#### [YOUR ASSIGNMENT]
A complete answer lists every line of the material where the string "temple" occurs.

#### [EXTRACTED DATA]
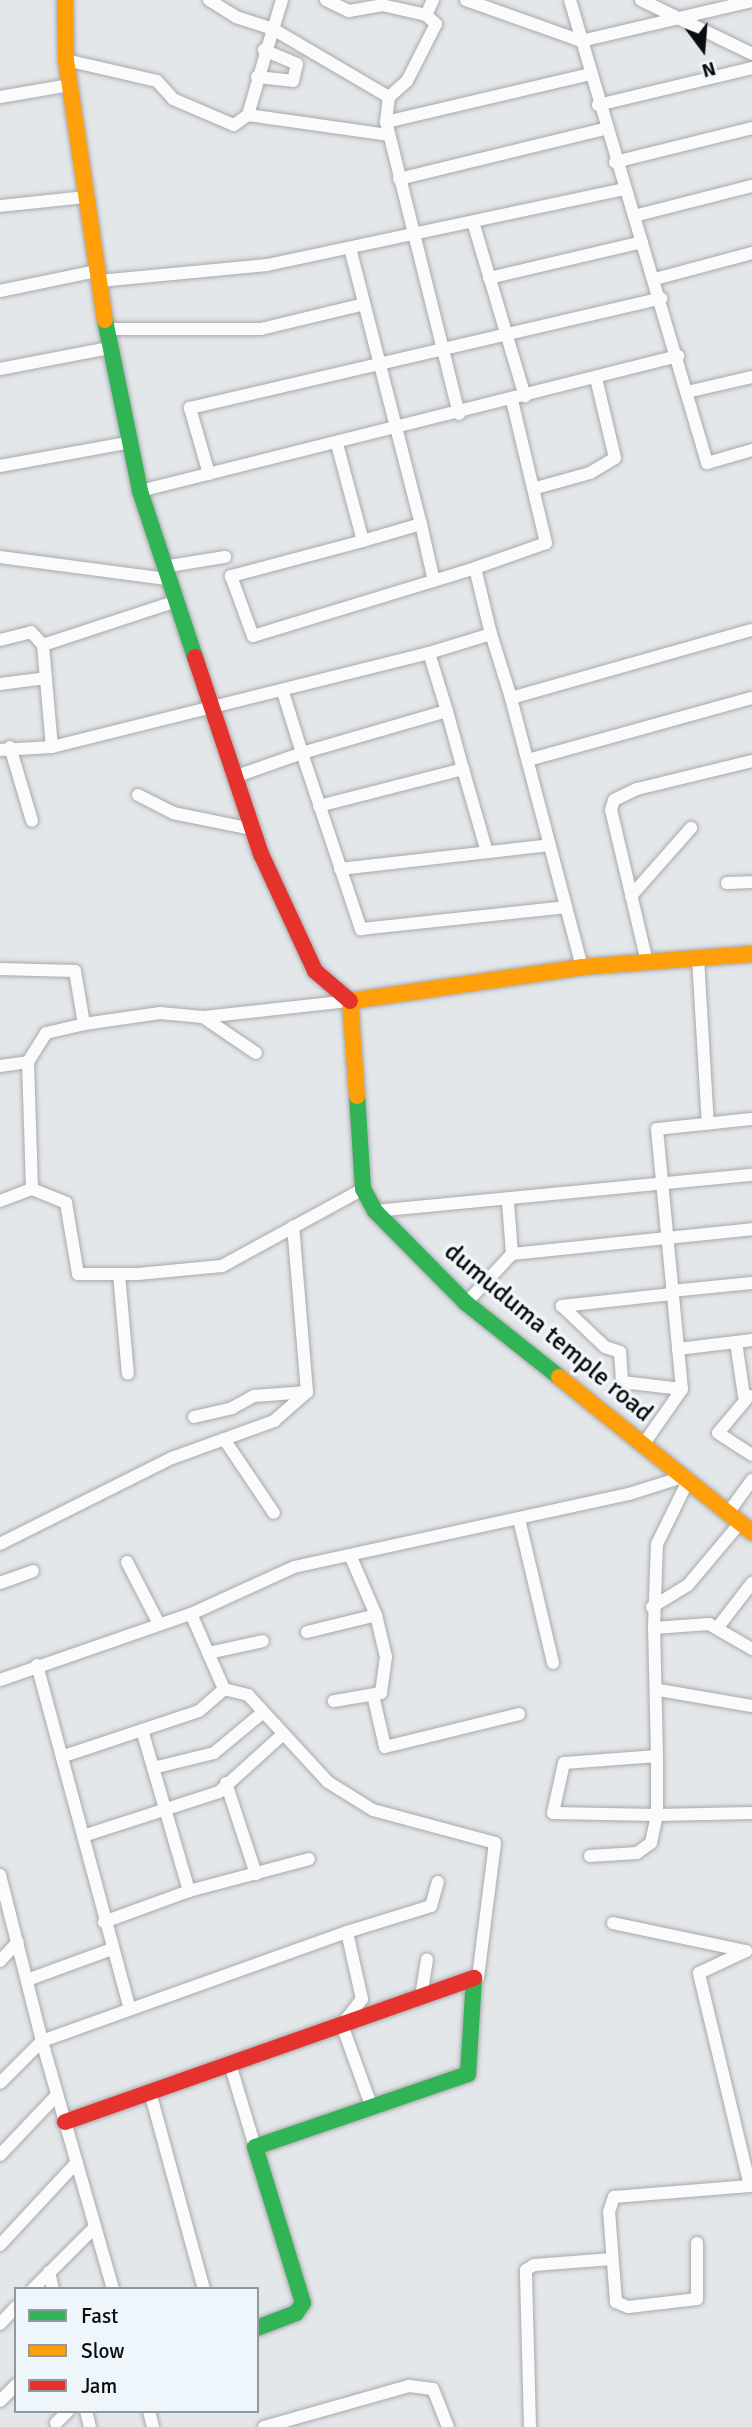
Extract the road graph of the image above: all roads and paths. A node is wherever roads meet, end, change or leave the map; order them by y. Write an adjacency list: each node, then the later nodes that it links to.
1 (65, 0): 16 (street)
2 (209, 0): 12 (street)
3 (282, 0): 12 (street)
4 (326, 0): 10 (street)
5 (433, 0): 10 (street)
6 (466, 0): 13 (street)
7 (570, 0): 13 (street)
8 (641, 0): 11 (street)
9 (752, 1): 11 (street)
10 (426, 15): 22 (street)
11 (683, 20): 13 (street); 15 (street)
12 (273, 29): 14 (street); 22 (street)
13 (581, 41): 18 (street)
14 (264, 50): 19 (street); 19 (street)
15 (752, 54)
16 (66, 60): 20 (street); 24 (street)
17 (752, 68): 23 (street)
18 (590, 74): 23 (street); 25 (street)
19 (257, 77): 24 (street)
20 (70, 85): 21 (street); 32 (street)
21 (0, 97)
22 (389, 97): 25 (street)
23 (598, 105): 27 (street)
24 (248, 115): 25 (street)
25 (387, 128): 29 (street)
26 (752, 128): 28 (street)
27 (604, 129): 28 (street); 29 (street)
28 (615, 162): 31 (street)
29 (399, 179): 36 (street)
30 (752, 186): 34 (street)
31 (625, 189): 34 (street); 35 (street)
32 (85, 197): 33 (street); 40 (street)
33 (0, 206)
34 (634, 216): 37 (street)
35 (473, 222): 36 (street); 41 (street)
36 (412, 235): 38 (street); 49 (street)
37 (642, 242): 41 (street); 42 (street)
38 (350, 248): 40 (street); 45 (street)
39 (752, 253): 42 (street)
40 (98, 276): 43 (street); 46 (street)
41 (489, 278): 47 (street)
42 (655, 279): 44 (street)
43 (0, 291)
44 (661, 298): 47 (street); 50 (street)
45 (364, 304): 46 (street); 51 (street)
46 (106, 330): 48 (street)
47 (506, 333): 49 (street); 56 (street)
48 (109, 348): 52 (street); 60 (street)
49 (441, 350): 51 (street); 58 (street)
50 (678, 356): 53 (street); 55 (street)
51 (380, 364): 59 (street); 64 (street)
52 (0, 369)
53 (596, 377): 56 (street); 65 (street)
54 (752, 377): 55 (street)
55 (687, 392): 62 (street)
56 (525, 396): 57 (street)
57 (512, 400): 58 (street); 65 (street)
58 (459, 414): 59 (street)
59 (393, 431): 61 (street); 67 (street)
60 (127, 443): 63 (street); 66 (street)
61 (337, 444): 64 (street); 68 (street)
62 (752, 450)
63 (0, 466)
64 (209, 474): 66 (street)
65 (536, 488): 71 (street)
66 (139, 491): 72 (street)
67 (421, 524): 68 (street); 73 (street)
68 (363, 541): 73 (street)
69 (0, 557): 72 (street)
70 (225, 557): 72 (street)
71 (474, 568): 73 (street); 76 (street)
72 (165, 573): 74 (street)
73 (434, 580)
74 (174, 602): 78 (street); 85 (street)
75 (752, 631): 83 (street)
76 (491, 634): 79 (street); 83 (street)
77 (0, 640): 78 (street)
78 (43, 645): 80 (street)
79 (429, 653): 82 (street); 86 (street)
80 (46, 678): 81 (street); 87 (street)
81 (0, 684)
82 (283, 692): 85 (street); 89 (street)
83 (511, 698): 90 (street)
84 (752, 698): 90 (street)
85 (212, 711): 87 (street); 93 (street)
86 (447, 711): 89 (street); 92 (street)
87 (52, 747): 88 (street)
88 (5, 749): 96 (street)
89 (302, 753): 93 (street); 95 (street)
90 (528, 760): 99 (street)
91 (752, 761): 104 (street)
92 (463, 769): 95 (street); 100 (street)
93 (234, 777): 98 (street)
94 (138, 795): 98 (street)
95 (319, 806): 101 (street)
96 (32, 821)
97 (691, 828): 104 (street)
98 (252, 829): 111 (street)
99 (550, 845): 100 (street); 105 (street)
100 (487, 852): 101 (street)
101 (340, 869): 105 (street)
102 (727, 883): 103 (street)
103 (752, 883)
104 (631, 896): 108 (street)
105 (566, 907): 109 (street)
106 (752, 954): 107 (street)
107 (698, 958): 108 (street); 118 (street)
108 (647, 962): 109 (street)
109 (582, 967): 111 (street)
110 (0, 969): 113 (street)
111 (349, 1002): 112 (street); 122 (street, dumuduma temple road)
112 (203, 1017): 113 (street); 114 (street)
113 (84, 1024): 115 (street)
114 (256, 1053)
115 (28, 1062): 116 (street); 121 (street)
116 (0, 1066)
117 (752, 1119): 118 (street)
118 (708, 1124): 120 (street)
119 (752, 1175): 120 (street)
120 (661, 1185): 123 (street); 128 (street)
121 (32, 1189): 124 (street); 130 (street)
122 (363, 1189): 125 (street, dumuduma temple road); 126 (street)
123 (508, 1202): 125 (street); 129 (street)
124 (1, 1205)
125 (375, 1211): 133 (street, dumuduma temple road)
126 (293, 1227): 130 (street); 139 (street)
127 (752, 1229): 128 (street)
128 (666, 1238): 129 (street); 132 (street)
129 (512, 1254): 133 (street)
130 (119, 1274): 137 (street)
131 (752, 1283): 132 (street)
132 (672, 1292): 136 (street); 138 (street)
133 (466, 1303): 143 (street, dumuduma temple road)
134 (752, 1340): 135 (street)
135 (736, 1342): 136 (street); 140 (street)
136 (678, 1349): 138 (street)
137 (128, 1374)
138 (682, 1389): 143 (street)
139 (307, 1392): 141 (street); 142 (street)
140 (748, 1396): 144 (street)
141 (194, 1417)
142 (224, 1439): 147 (street); 150 (street)
143 (643, 1445): 145 (street, dumuduma temple road)
144 (752, 1455)
145 (685, 1479): 148 (street); 149 (street, dumuduma temple road); 156 (street)
146 (752, 1480): 149 (street)
147 (274, 1513)
148 (519, 1519): 151 (street); 166 (street)
149 (740, 1523): 156 (street)
150 (0, 1544)
151 (349, 1555): 157 (street); 158 (street)
152 (127, 1562): 159 (street)
153 (33, 1571): 154 (street)
154 (0, 1583)
155 (752, 1583): 160 (street)
156 (652, 1606): 161 (street)
157 (191, 1614): 159 (street); 165 (street)
158 (376, 1615): 162 (street); 171 (street)
159 (159, 1624): 167 (street)
160 (718, 1627): 161 (street); 164 (street)
161 (654, 1629): 170 (street)
162 (307, 1632)
163 (263, 1641): 165 (street)
164 (752, 1649)
165 (208, 1653): 169 (street)
166 (553, 1663)
167 (37, 1665): 168 (street); 178 (street)
168 (0, 1680)
169 (224, 1689): 174 (street); 176 (street)
170 (659, 1690): 173 (street); 179 (street)
171 (373, 1695): 172 (street); 175 (street)
172 (334, 1702)
173 (752, 1706)
174 (262, 1713): 177 (street); 180 (street)
175 (519, 1714)
176 (142, 1730): 178 (street); 180 (street)
177 (282, 1735): 181 (street); 200 (street)
178 (64, 1756): 185 (street)
179 (657, 1756): 184 (street); 184 (street)
180 (153, 1768): 182 (street)
181 (226, 1783): 182 (street); 188 (street)
182 (165, 1812): 185 (street); 191 (street)
183 (752, 1813): 184 (street)
184 (657, 1815): 186 (street)
185 (83, 1836): 192 (street)
186 (590, 1856)
187 (309, 1858): 188 (street)
188 (256, 1874): 191 (street)
189 (0, 1875): 195 (street)
190 (438, 1882): 194 (street)
191 (190, 1891): 192 (street)
192 (104, 1922): 196 (street)
193 (613, 1923): 197 (street)
194 (347, 1932): 203 (street); 204 (street)
195 (18, 1942): 199 (street); 201 (street)
196 (112, 1949): 201 (street); 203 (street)
197 (749, 1952): 218 (street)
198 (427, 1959): 202 (street)
199 (0, 1961)
200 (478, 1977): 202 (street); 210 (street)
201 (27, 1980): 205 (street)
202 (421, 1997): 204 (street)
203 (130, 2009): 205 (street)
204 (342, 2025): 206 (street); 210 (street)
205 (41, 2041): 207 (street); 209 (street)
206 (230, 2064): 208 (street); 212 (street)
207 (1, 2079)
208 (150, 2092): 211 (street); 223 (street)
209 (57, 2095): 211 (street); 213 (street)
210 (372, 2108): 212 (street)
211 (65, 2123): 214 (street)
212 (255, 2147): 226 (street)
213 (0, 2155)
214 (77, 2162): 215 (street); 217 (street)
215 (95, 2227): 219 (street); 222 (street)
216 (697, 2243): 218 (street)
217 (0, 2245)
218 (612, 2259): 233 (street)
219 (48, 2272): 220 (street); 221 (street)
220 (35, 2287)
221 (52, 2287)
222 (112, 2287)
223 (203, 2287)
224 (14, 2309): 225 (street)
225 (0, 2324)
226 (259, 2327)
227 (14, 2387): 228 (street)
228 (0, 2401)
229 (66, 2413): 230 (street)
230 (56, 2423)
231 (264, 2427): 232 (street)
232 (448, 2427)
233 (530, 2427)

#### [ANSWER BOX]
111 (349, 1002): 112 (street); 122 (street, dumuduma temple road)
122 (363, 1189): 125 (street, dumuduma temple road); 126 (street)
125 (375, 1211): 133 (street, dumuduma temple road)
133 (466, 1303): 143 (street, dumuduma temple road)
143 (643, 1445): 145 (street, dumuduma temple road)
145 (685, 1479): 148 (street); 149 (street, dumuduma temple road); 156 (street)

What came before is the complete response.